(Dataset records)
* * *
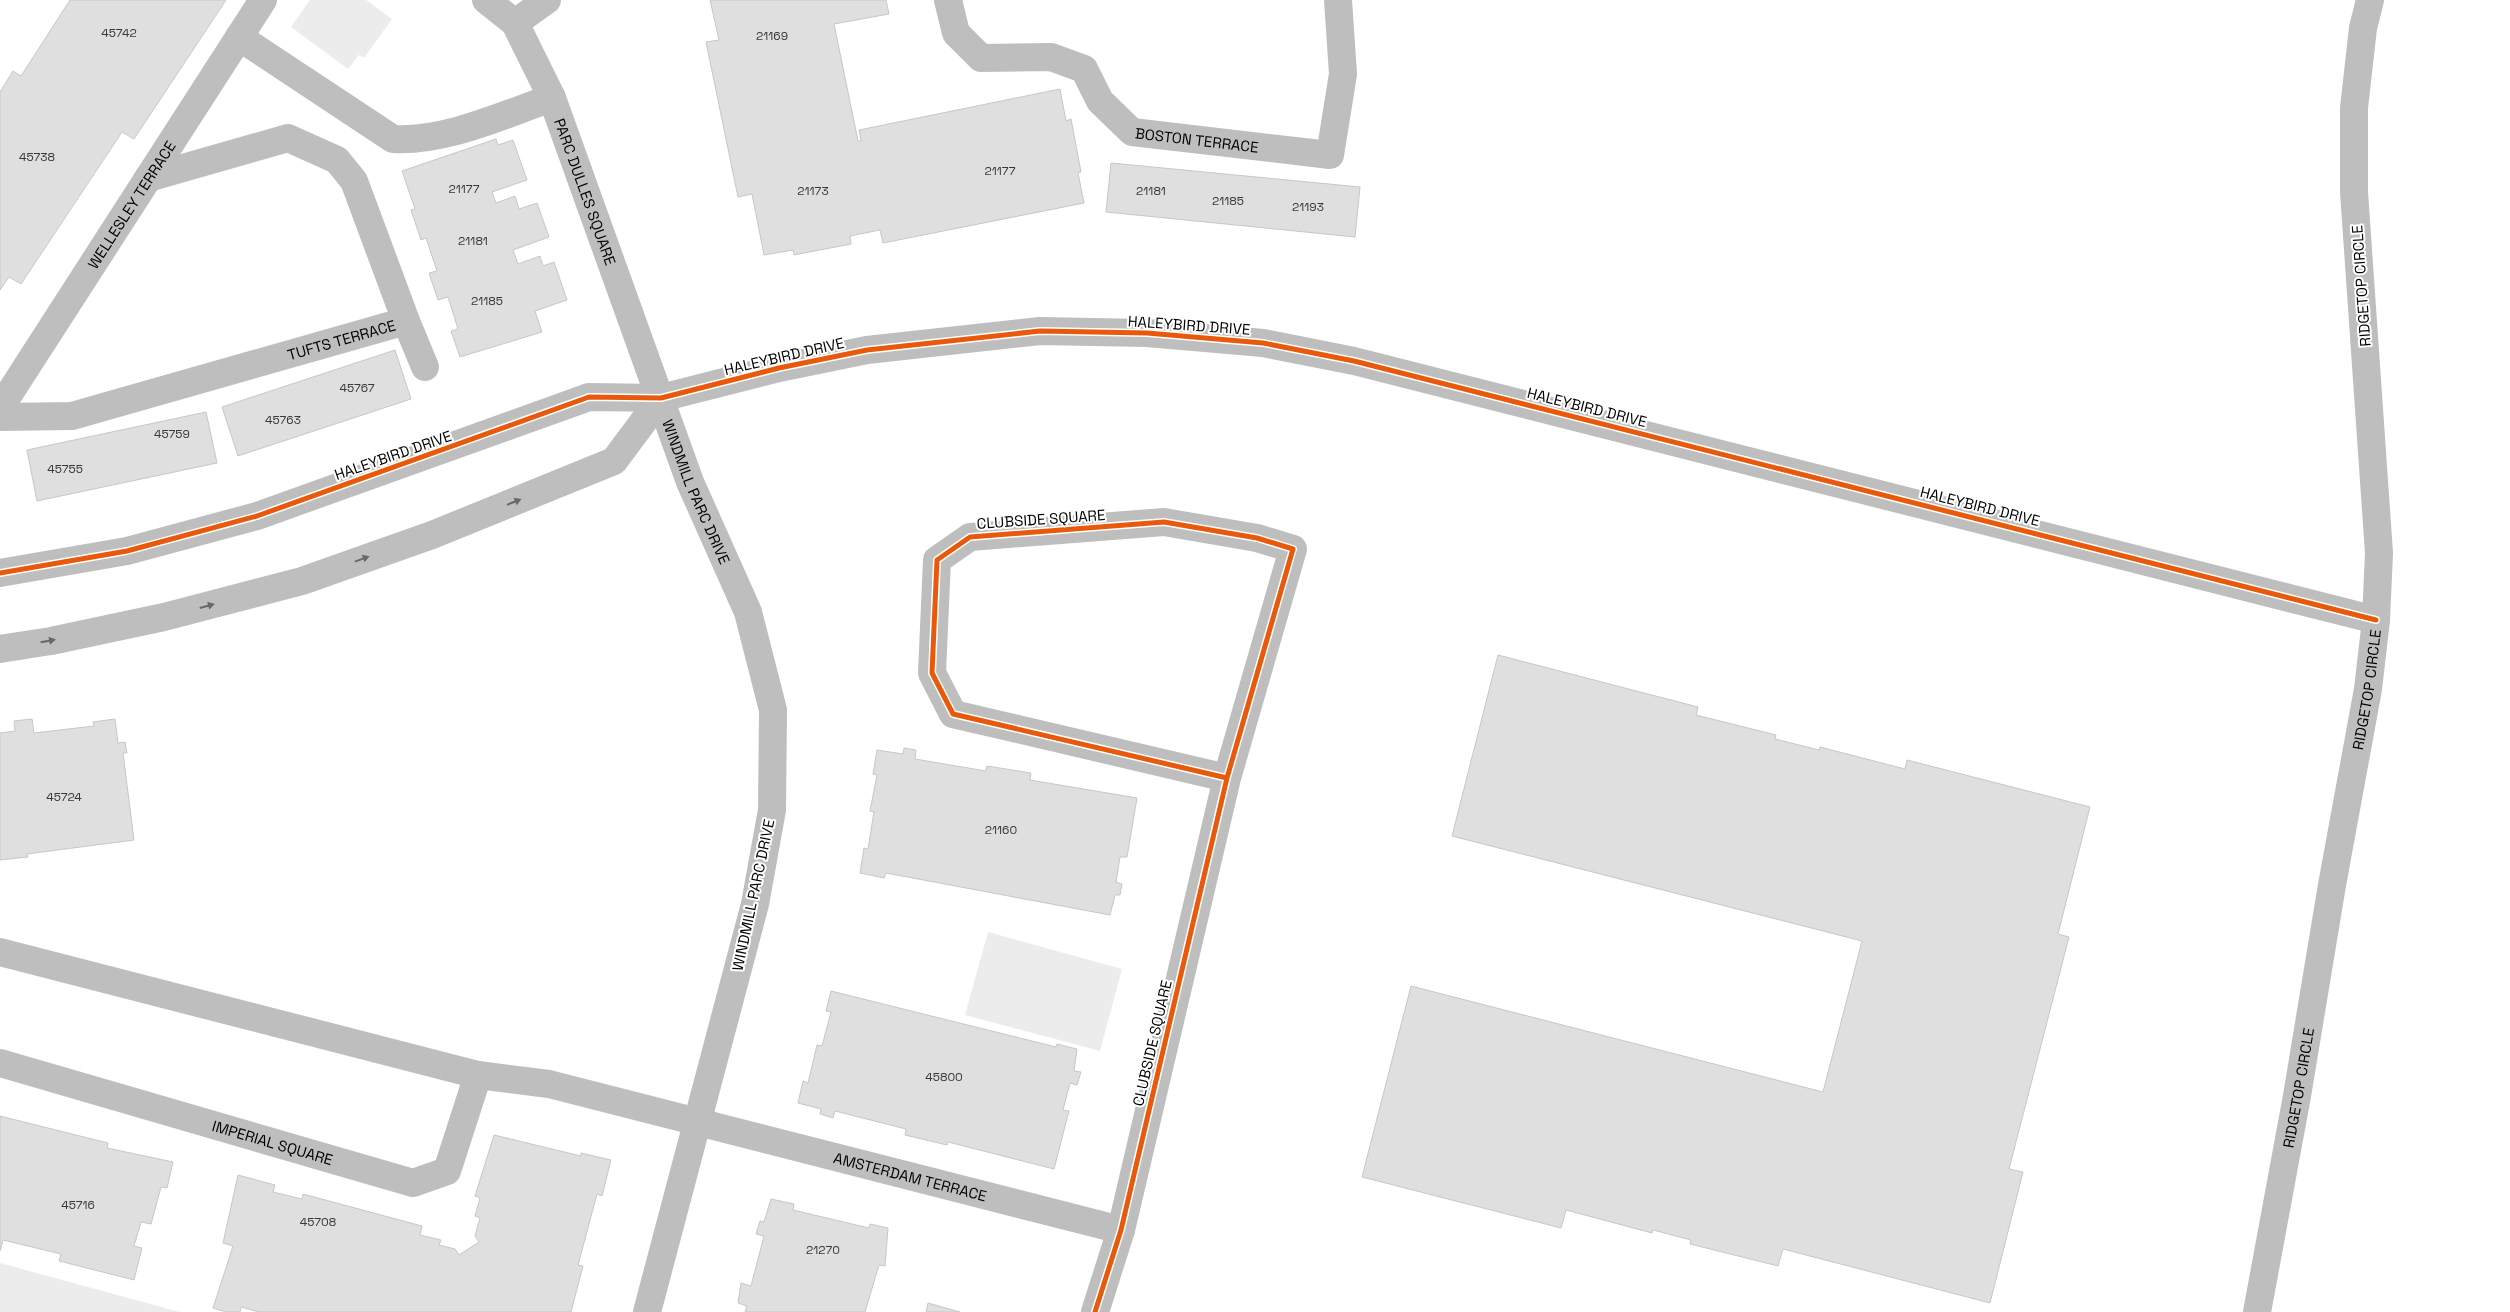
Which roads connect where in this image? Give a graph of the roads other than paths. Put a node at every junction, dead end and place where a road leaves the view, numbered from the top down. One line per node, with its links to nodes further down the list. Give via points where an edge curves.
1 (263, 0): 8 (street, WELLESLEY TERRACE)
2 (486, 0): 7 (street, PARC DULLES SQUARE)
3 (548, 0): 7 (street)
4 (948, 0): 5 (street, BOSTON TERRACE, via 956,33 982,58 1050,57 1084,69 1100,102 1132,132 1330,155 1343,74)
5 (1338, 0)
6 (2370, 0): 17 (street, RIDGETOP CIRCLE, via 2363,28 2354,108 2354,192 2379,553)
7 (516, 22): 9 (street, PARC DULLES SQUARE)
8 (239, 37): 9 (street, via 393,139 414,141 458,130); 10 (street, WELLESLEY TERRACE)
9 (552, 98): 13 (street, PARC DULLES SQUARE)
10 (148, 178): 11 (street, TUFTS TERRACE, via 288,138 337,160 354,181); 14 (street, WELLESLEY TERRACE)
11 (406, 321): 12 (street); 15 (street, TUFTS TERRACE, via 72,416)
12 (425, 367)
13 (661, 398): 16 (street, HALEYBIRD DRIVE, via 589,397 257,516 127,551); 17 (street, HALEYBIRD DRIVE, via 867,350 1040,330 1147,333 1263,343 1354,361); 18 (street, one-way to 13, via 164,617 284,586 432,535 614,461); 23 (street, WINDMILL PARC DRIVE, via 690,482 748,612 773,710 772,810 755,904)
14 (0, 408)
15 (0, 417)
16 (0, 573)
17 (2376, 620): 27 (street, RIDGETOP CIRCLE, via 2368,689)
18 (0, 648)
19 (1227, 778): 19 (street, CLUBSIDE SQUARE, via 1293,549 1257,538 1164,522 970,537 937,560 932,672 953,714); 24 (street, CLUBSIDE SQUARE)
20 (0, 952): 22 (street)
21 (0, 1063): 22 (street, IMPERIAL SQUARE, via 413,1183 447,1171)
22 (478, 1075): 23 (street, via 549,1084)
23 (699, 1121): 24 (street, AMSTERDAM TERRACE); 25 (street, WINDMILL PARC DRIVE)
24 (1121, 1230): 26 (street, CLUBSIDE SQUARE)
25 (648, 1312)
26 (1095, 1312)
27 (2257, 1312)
* * *
> _AIM OF THE EXERCISE_
Copy all of the data word for word, and keep the pictures out of it.

> _ANSWER BOX_
Which roads connect where in this image? Give a graph of the roads other than paths. Put a node at every junction, dead end and place where a road leaves the view, numbered from the top down. One line per node, with its links to nodes further down the list. Give via points where an edge curves.
1 (263, 0): 8 (street, WELLESLEY TERRACE)
2 (486, 0): 7 (street, PARC DULLES SQUARE)
3 (548, 0): 7 (street)
4 (948, 0): 5 (street, BOSTON TERRACE, via 956,33 982,58 1050,57 1084,69 1100,102 1132,132 1330,155 1343,74)
5 (1338, 0)
6 (2370, 0): 17 (street, RIDGETOP CIRCLE, via 2363,28 2354,108 2354,192 2379,553)
7 (516, 22): 9 (street, PARC DULLES SQUARE)
8 (239, 37): 9 (street, via 393,139 414,141 458,130); 10 (street, WELLESLEY TERRACE)
9 (552, 98): 13 (street, PARC DULLES SQUARE)
10 (148, 178): 11 (street, TUFTS TERRACE, via 288,138 337,160 354,181); 14 (street, WELLESLEY TERRACE)
11 (406, 321): 12 (street); 15 (street, TUFTS TERRACE, via 72,416)
12 (425, 367)
13 (661, 398): 16 (street, HALEYBIRD DRIVE, via 589,397 257,516 127,551); 17 (street, HALEYBIRD DRIVE, via 867,350 1040,330 1147,333 1263,343 1354,361); 18 (street, one-way to 13, via 164,617 284,586 432,535 614,461); 23 (street, WINDMILL PARC DRIVE, via 690,482 748,612 773,710 772,810 755,904)
14 (0, 408)
15 (0, 417)
16 (0, 573)
17 (2376, 620): 27 (street, RIDGETOP CIRCLE, via 2368,689)
18 (0, 648)
19 (1227, 778): 19 (street, CLUBSIDE SQUARE, via 1293,549 1257,538 1164,522 970,537 937,560 932,672 953,714); 24 (street, CLUBSIDE SQUARE)
20 (0, 952): 22 (street)
21 (0, 1063): 22 (street, IMPERIAL SQUARE, via 413,1183 447,1171)
22 (478, 1075): 23 (street, via 549,1084)
23 (699, 1121): 24 (street, AMSTERDAM TERRACE); 25 (street, WINDMILL PARC DRIVE)
24 (1121, 1230): 26 (street, CLUBSIDE SQUARE)
25 (648, 1312)
26 (1095, 1312)
27 (2257, 1312)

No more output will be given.